Government coalition parties are in agreement that individuals suspected of aspiring to fight abroad should have their passports confiscated or their resident permits rescinded, but they're not yet sure how to do it.


The Danish government now appears ready to take a tougher stance against Danish citizens who travel abroad to participate in the fighting in Syria and Iraq. 
The newly-appointed interior minister and new leader of the Social Liberals (Radikale), Morten Østergaard, said on Thursday that Denmark should confiscate the passport of anyone suspected of being an aspiring jihadist. 
“This nuisance must be stopped by all means. If that includes Denmark following the lead of other countries and taking passports from people, then we’ll do that. It must be stopped and punished,” Østergaard told BT. 
The government is also prepared to rescind the resident permits of any non-citizens who engage in foreign fighting. Part of a coming proposal from the Justice Ministry calls for "residency consequences for foreigners living in Denmark if the person in question travels to participate in an armed conflict" according to DR, which has seen the coming proposal.
"We are saying to foreigners who live in Denmark and are contemplating traveling to Syria, for example, and joining up with Isis: 'Now you are getting a warning and we naturally hope that it can help you reconsider'," the justice minister, Karen Hækkerup of the Social Democrats, told DR. 
Among the countries that have proposed similar actions are Norway and France, and there are calls to do the same in Austria. Denmark first signalled a willingness to crack down on jihadists in early July. 
While both government coalition parties agree with the idea of punishing foreign fighters, they seem unsure of how to implement it. Social Democrats spokeswoman Trine Bramsen said the government would reveal further details when it releases a new comprehensive anti-jihadist package, while Østergaard told DR that the parties would have to figure out the legal framework for confiscating passports. 
“My position is that if someone is on their way down to help the Islamic State with their brutality, it should be stopped. We are obligated to stop Danish citizens from going to Syria and committing serious offences. There is no doubt that no Danes should be going to Syria,” he said. 
Bramsen admitted that merely taking the passports of suspected jihadists won’t solve the problem. 

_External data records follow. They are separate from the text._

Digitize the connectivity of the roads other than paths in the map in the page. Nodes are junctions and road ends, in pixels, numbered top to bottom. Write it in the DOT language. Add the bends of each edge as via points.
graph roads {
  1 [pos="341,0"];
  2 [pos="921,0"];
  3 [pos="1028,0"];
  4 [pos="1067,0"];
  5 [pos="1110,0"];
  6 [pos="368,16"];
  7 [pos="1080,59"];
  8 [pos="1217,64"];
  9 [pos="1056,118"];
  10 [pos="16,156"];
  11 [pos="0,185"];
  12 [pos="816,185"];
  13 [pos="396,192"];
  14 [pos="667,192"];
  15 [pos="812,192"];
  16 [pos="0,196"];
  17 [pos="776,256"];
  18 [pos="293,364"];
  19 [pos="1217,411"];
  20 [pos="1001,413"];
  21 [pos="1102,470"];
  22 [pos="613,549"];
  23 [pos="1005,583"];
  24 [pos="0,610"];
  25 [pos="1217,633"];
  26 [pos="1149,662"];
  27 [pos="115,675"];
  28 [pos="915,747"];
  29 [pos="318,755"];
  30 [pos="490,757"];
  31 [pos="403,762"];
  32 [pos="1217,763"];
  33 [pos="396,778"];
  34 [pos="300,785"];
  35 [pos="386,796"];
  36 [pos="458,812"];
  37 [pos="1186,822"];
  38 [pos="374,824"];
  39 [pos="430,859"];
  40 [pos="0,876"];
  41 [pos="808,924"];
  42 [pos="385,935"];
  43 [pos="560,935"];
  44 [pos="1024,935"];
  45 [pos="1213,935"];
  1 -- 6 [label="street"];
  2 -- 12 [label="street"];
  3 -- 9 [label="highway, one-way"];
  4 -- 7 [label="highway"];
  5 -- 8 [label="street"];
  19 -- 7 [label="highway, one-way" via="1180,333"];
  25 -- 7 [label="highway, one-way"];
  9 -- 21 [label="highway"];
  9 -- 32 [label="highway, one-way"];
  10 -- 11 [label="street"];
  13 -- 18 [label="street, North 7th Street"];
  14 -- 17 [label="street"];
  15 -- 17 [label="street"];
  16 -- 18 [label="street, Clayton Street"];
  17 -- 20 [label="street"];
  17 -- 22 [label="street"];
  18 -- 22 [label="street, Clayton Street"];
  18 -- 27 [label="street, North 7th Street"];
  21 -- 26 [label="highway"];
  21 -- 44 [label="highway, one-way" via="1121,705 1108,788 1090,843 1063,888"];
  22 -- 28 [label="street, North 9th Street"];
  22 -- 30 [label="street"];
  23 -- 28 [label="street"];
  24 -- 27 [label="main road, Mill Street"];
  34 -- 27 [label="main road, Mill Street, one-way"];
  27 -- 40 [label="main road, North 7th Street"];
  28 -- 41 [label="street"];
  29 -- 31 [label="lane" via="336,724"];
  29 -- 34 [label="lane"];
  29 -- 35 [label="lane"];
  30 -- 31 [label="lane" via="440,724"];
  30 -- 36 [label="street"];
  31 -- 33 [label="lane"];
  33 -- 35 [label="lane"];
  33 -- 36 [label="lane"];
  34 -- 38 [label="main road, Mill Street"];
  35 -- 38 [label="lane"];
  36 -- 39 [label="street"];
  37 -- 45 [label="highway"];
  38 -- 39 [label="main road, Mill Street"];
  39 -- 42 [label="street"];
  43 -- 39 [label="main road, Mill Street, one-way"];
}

“It can’t stand alone and we know that what works best is prevention. But clearly, if it can be a hindrance to just one person who is looking to fight abroad, then it is something that we are very willing to do as part of a strategy that we will launch within a few weeks,” she told Politiken.
The Danish People’s Party, which has previously called for the government to take action against jihadists, gave the government faint praise. 

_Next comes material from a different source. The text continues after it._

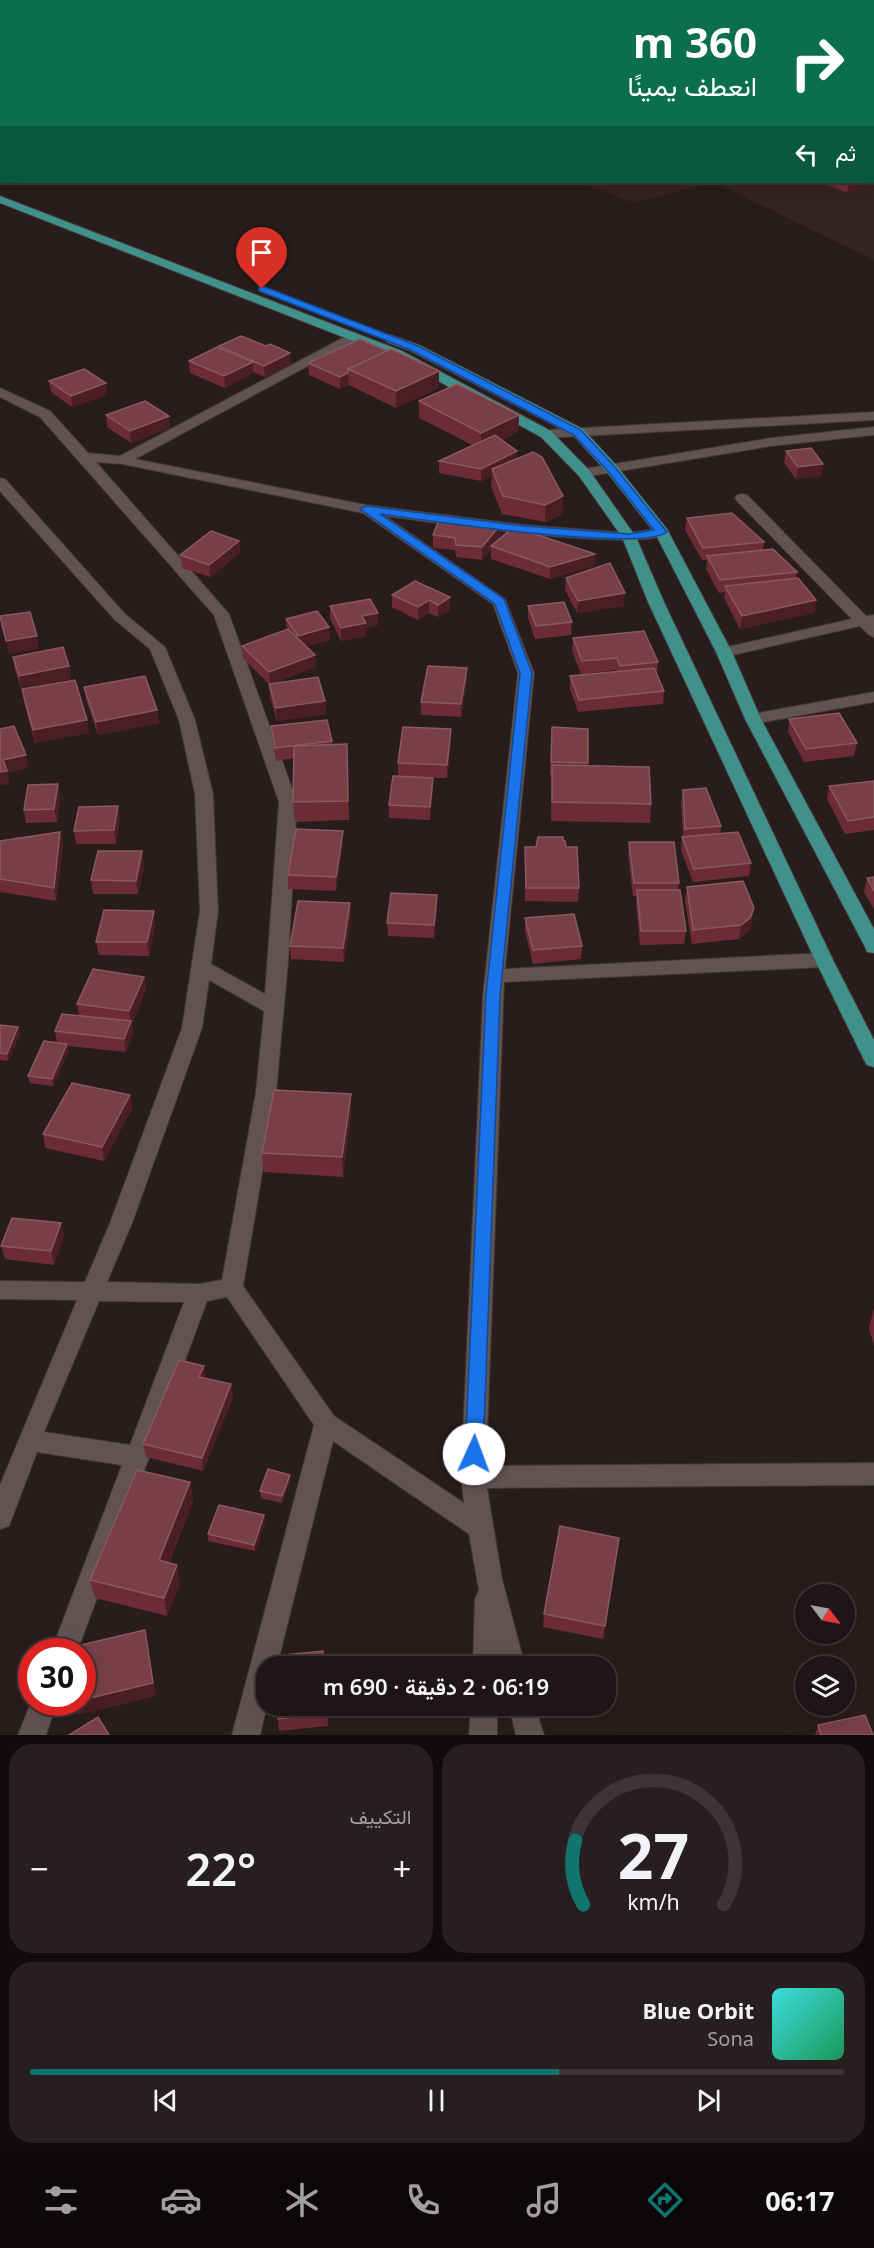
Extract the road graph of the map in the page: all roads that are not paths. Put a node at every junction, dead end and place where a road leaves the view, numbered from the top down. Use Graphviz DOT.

“It is good, but it is still too weak and it is too late. And it is also a bit embarrassing to see how everyone is suddenly very busy talking about immigration policies and Syrian warriors because an election is getting closer,” party spokesperson Martin Henriksen told Jyllands-Posten. 
Opposition party Venstre, meanwhile, is suggesting that any Danish citizen who travels to Syria or northern Iraq without special permission from the Justice Ministry should face the automatic loss of their citizenship and up to six years in prison. 
"We need to put an end to people coming back to this country after being radicalised and putting our national security in jeopardy. They should know that you can't just go down to Syria, engage in terror and then come home again," Venstre spokesman Martin Geersten told Berlingske. 
At least 100 Danes have joined the fighting in Syria and according to The Economist, Denmark has the second highest proportion of jihadists, behind only Belgium.